[Collected data entries]
##########
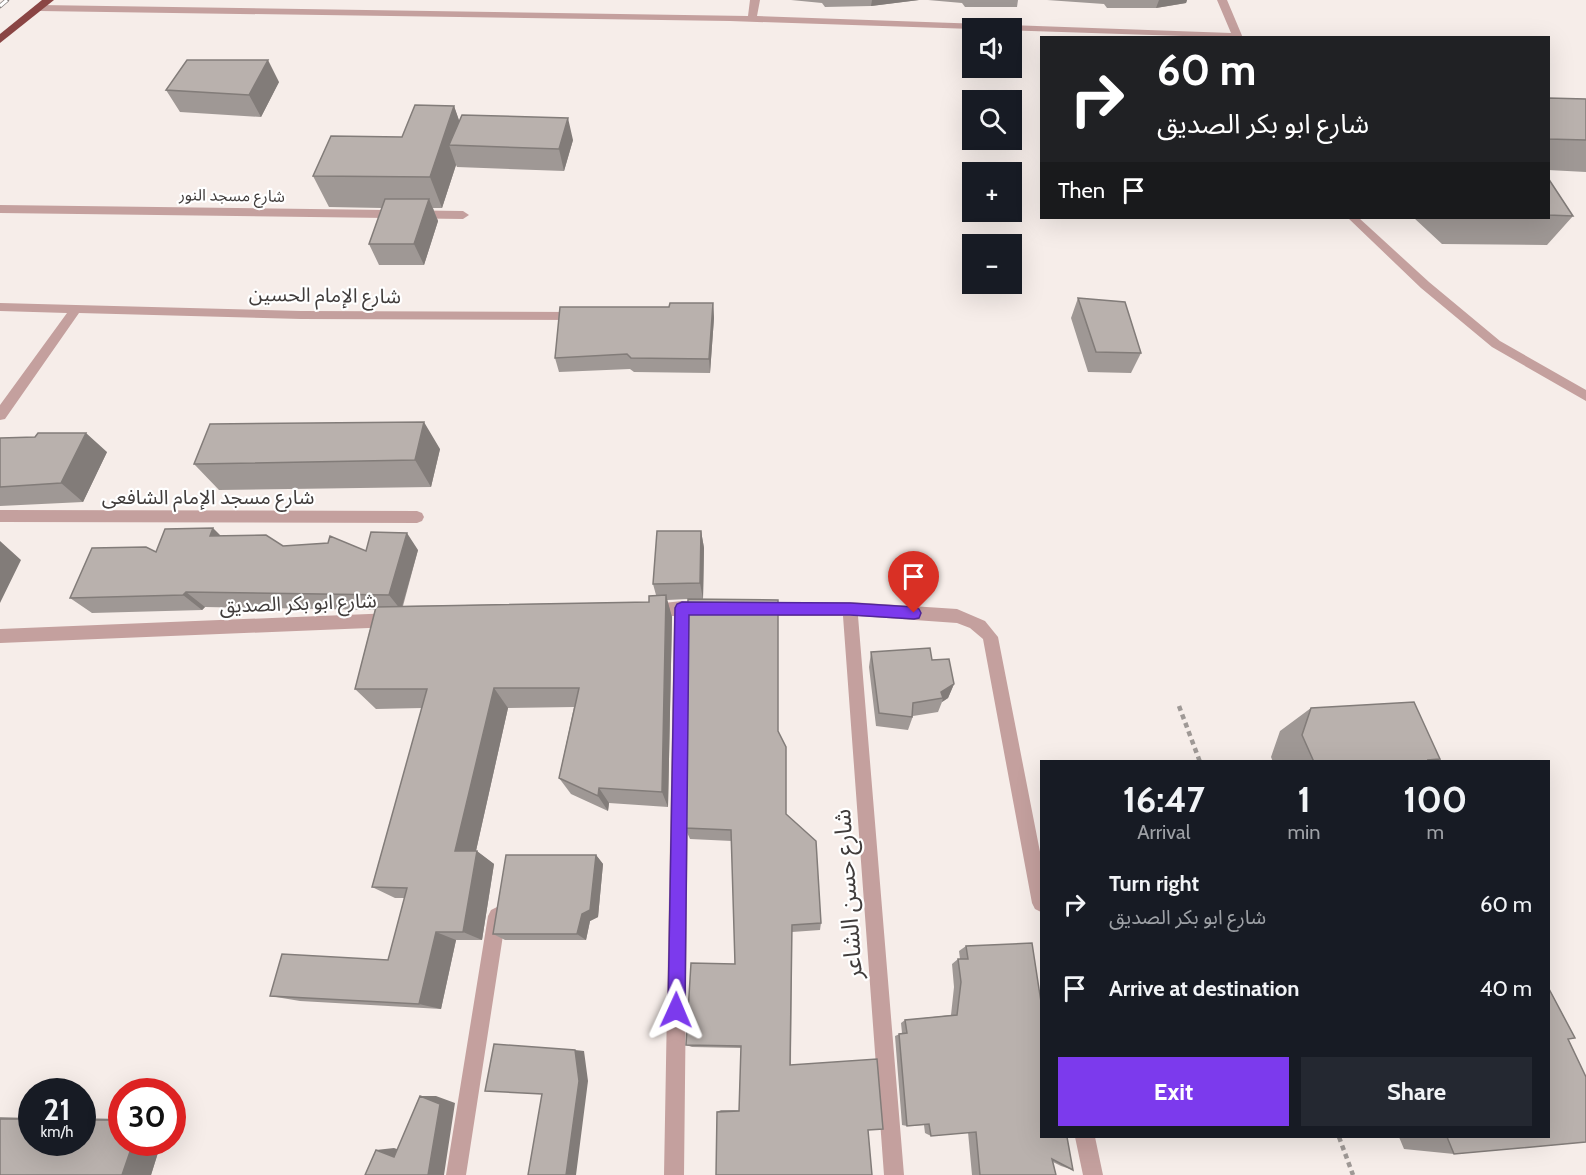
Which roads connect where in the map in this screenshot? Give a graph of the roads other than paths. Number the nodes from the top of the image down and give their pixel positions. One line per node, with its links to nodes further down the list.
1 (755, 0): 4 (street)
2 (1222, 0): 6 (street)
3 (45, 4): 4 (street); 7 (highway)
4 (752, 18): 5 (street)
5 (1212, 36)
6 (1238, 36)
7 (0, 40)
8 (0, 209): 9 (street, شارع مسجد النور)
9 (463, 215)
10 (1354, 219): 14 (street)
11 (0, 306): 12 (street, شارع الإمام الحسين)
12 (76, 309): 13 (street, شارع الإمام الحسين); 15 (street)
13 (592, 316)
14 (1586, 396)
15 (0, 414)
16 (0, 516): 17 (street, شارع مسجد الإمام الشافعى)
17 (417, 516)
18 (682, 608): 19 (street); 20 (street); 27 (street)
19 (850, 609): 23 (street); 28 (street, شارع حسن الشاعر)
20 (634, 610)
21 (407, 620): 22 (street, شارع ابو بكر الصديق)
22 (0, 636)
23 (1040, 898)
24 (500, 899): 26 (street)
25 (1085, 1138): 29 (street)
26 (456, 1175)
27 (674, 1175)
28 (894, 1175)
29 (1093, 1175)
##########
▶ Task statement:
Please restate the entries word for word, with all pictures left out.

▶ Reply:
Which roads connect where in the map in this screenshot? Give a graph of the roads other than paths. Number the nodes from the top of the image down and give their pixel positions. One line per node, with its links to nodes further down the list.
1 (755, 0): 4 (street)
2 (1222, 0): 6 (street)
3 (45, 4): 4 (street); 7 (highway)
4 (752, 18): 5 (street)
5 (1212, 36)
6 (1238, 36)
7 (0, 40)
8 (0, 209): 9 (street, شارع مسجد النور)
9 (463, 215)
10 (1354, 219): 14 (street)
11 (0, 306): 12 (street, شارع الإمام الحسين)
12 (76, 309): 13 (street, شارع الإمام الحسين); 15 (street)
13 (592, 316)
14 (1586, 396)
15 (0, 414)
16 (0, 516): 17 (street, شارع مسجد الإمام الشافعى)
17 (417, 516)
18 (682, 608): 19 (street); 20 (street); 27 (street)
19 (850, 609): 23 (street); 28 (street, شارع حسن الشاعر)
20 (634, 610)
21 (407, 620): 22 (street, شارع ابو بكر الصديق)
22 (0, 636)
23 (1040, 898)
24 (500, 899): 26 (street)
25 (1085, 1138): 29 (street)
26 (456, 1175)
27 (674, 1175)
28 (894, 1175)
29 (1093, 1175)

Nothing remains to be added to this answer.